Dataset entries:
··········

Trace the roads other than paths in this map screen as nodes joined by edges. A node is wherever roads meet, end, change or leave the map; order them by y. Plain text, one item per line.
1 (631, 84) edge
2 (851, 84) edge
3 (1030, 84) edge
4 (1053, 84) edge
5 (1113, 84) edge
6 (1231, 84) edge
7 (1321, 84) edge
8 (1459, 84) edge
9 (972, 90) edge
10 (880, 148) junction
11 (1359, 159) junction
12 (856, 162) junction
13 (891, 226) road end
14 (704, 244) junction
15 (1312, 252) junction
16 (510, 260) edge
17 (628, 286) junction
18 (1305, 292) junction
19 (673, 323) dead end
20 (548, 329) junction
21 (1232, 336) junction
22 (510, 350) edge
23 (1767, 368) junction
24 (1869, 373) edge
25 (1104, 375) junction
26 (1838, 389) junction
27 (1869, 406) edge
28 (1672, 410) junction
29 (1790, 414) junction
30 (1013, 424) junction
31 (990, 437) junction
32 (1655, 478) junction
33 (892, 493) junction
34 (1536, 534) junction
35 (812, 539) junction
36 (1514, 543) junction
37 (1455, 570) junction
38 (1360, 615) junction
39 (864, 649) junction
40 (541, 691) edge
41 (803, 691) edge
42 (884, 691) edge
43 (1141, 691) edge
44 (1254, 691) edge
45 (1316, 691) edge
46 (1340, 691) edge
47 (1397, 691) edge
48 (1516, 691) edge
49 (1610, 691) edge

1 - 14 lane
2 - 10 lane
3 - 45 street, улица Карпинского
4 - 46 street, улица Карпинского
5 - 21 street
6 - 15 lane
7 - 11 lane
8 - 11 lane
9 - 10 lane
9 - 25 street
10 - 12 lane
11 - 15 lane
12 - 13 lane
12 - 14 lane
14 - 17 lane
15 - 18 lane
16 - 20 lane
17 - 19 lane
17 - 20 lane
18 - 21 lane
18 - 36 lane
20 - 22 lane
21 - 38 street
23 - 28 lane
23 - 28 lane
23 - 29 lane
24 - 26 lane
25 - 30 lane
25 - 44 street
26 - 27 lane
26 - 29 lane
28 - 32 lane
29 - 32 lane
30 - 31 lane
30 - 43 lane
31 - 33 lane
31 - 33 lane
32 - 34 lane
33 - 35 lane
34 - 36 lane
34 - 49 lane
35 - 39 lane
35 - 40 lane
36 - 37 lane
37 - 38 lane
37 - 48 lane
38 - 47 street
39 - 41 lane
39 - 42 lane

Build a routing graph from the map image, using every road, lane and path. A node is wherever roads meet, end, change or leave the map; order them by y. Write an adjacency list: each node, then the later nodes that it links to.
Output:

··········

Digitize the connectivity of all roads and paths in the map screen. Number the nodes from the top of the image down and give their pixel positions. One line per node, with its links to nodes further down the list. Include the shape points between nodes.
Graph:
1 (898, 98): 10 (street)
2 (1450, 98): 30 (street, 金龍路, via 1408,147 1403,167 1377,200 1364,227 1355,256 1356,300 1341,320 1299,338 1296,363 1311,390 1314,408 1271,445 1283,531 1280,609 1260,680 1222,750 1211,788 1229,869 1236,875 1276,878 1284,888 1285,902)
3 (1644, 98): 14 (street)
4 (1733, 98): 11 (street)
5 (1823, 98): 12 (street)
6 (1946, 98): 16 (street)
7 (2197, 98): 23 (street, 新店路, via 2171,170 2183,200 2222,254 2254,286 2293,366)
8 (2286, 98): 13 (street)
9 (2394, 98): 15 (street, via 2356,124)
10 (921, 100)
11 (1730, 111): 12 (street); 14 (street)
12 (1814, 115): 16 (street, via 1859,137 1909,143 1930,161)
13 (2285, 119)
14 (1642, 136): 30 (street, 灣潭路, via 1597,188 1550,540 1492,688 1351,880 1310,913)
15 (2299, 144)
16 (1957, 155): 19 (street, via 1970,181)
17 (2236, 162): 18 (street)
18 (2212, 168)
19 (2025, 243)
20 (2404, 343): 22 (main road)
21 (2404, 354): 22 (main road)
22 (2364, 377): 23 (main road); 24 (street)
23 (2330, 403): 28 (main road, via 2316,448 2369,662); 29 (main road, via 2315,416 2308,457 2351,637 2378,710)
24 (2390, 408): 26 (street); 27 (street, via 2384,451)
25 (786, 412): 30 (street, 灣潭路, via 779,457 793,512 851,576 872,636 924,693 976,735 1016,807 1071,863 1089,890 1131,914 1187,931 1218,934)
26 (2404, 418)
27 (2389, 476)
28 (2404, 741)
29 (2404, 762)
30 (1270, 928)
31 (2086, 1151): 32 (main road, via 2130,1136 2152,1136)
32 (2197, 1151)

··········

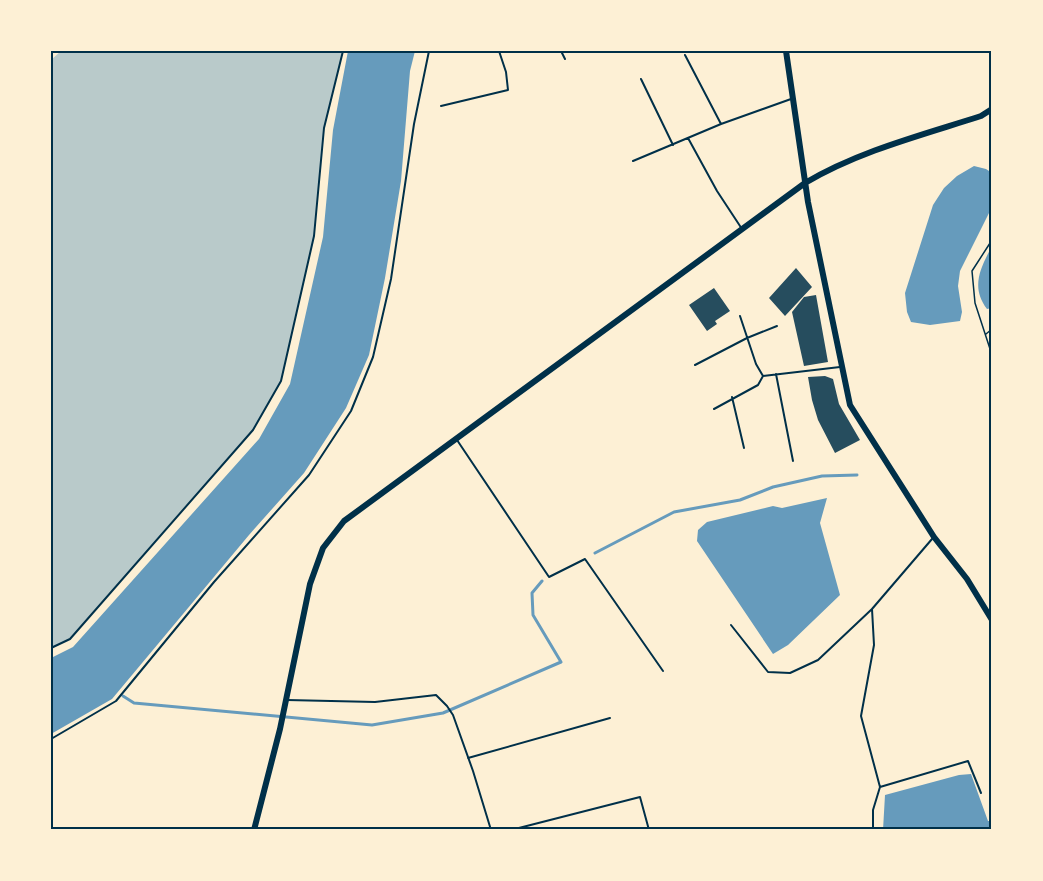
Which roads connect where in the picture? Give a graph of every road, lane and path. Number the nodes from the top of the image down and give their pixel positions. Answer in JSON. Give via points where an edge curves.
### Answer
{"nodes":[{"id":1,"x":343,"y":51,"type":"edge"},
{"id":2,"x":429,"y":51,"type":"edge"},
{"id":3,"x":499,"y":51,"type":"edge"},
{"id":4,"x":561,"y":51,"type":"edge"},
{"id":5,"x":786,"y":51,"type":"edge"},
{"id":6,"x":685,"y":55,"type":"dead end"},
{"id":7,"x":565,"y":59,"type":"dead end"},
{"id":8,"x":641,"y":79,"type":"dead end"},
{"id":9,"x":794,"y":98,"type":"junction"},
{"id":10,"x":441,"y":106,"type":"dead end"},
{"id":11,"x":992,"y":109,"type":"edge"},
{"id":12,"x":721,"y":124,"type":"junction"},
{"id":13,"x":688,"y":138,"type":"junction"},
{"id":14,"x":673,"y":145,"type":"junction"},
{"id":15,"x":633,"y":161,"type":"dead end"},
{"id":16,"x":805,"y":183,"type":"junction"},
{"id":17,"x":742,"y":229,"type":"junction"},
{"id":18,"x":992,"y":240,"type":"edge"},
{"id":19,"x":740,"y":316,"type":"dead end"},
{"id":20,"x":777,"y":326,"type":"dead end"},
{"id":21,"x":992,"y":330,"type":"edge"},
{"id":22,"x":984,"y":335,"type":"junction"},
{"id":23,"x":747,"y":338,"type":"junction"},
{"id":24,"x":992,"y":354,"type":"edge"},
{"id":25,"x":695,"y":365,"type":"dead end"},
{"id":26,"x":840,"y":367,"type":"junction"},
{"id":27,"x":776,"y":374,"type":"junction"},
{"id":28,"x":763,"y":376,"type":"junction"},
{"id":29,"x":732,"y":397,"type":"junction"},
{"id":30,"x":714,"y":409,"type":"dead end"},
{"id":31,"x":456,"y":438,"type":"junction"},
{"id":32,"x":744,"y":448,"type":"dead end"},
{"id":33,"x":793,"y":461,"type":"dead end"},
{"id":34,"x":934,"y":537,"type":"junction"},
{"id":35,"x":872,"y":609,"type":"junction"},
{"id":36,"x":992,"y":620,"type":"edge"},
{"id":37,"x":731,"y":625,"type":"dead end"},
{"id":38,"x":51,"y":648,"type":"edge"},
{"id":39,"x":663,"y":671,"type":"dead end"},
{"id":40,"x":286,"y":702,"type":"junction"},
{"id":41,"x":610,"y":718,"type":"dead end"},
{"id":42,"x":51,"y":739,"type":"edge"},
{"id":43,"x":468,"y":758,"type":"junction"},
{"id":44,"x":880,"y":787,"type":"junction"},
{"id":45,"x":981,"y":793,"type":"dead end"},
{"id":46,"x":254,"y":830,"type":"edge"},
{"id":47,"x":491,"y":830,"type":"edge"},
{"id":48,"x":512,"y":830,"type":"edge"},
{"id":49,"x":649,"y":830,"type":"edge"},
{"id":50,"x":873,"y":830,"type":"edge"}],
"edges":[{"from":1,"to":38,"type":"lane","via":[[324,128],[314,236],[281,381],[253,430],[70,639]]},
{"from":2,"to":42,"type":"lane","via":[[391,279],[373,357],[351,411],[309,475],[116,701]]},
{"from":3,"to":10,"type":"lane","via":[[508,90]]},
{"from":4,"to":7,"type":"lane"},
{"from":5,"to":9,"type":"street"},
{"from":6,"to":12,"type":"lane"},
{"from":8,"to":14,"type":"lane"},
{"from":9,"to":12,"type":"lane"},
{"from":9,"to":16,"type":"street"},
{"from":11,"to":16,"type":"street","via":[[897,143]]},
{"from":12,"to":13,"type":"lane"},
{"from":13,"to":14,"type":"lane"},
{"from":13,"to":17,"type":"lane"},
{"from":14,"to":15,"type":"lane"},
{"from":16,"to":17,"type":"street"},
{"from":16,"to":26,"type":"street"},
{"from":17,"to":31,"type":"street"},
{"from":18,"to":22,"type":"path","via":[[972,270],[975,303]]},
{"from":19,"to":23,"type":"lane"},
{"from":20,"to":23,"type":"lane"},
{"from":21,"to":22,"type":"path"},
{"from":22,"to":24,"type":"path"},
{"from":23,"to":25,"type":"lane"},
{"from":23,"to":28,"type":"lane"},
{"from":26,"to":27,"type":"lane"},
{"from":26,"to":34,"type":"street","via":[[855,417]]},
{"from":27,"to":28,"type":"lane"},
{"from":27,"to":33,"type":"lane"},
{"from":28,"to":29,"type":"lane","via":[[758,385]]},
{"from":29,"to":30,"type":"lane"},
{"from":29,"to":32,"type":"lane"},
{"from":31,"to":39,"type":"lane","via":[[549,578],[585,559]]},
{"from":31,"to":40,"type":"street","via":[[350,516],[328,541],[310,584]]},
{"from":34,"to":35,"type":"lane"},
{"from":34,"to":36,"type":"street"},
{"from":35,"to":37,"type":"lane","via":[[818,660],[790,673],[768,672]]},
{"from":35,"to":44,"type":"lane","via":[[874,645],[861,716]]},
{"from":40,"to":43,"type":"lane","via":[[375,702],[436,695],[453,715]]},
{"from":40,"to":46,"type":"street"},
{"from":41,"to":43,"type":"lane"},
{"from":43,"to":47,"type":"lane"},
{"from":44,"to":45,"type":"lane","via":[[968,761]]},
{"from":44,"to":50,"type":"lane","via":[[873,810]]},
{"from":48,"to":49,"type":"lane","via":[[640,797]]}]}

··········

** Exercise prompt **
Calculate the number of lines above that include the word "their", giving that number by itself.

** The completed task **
2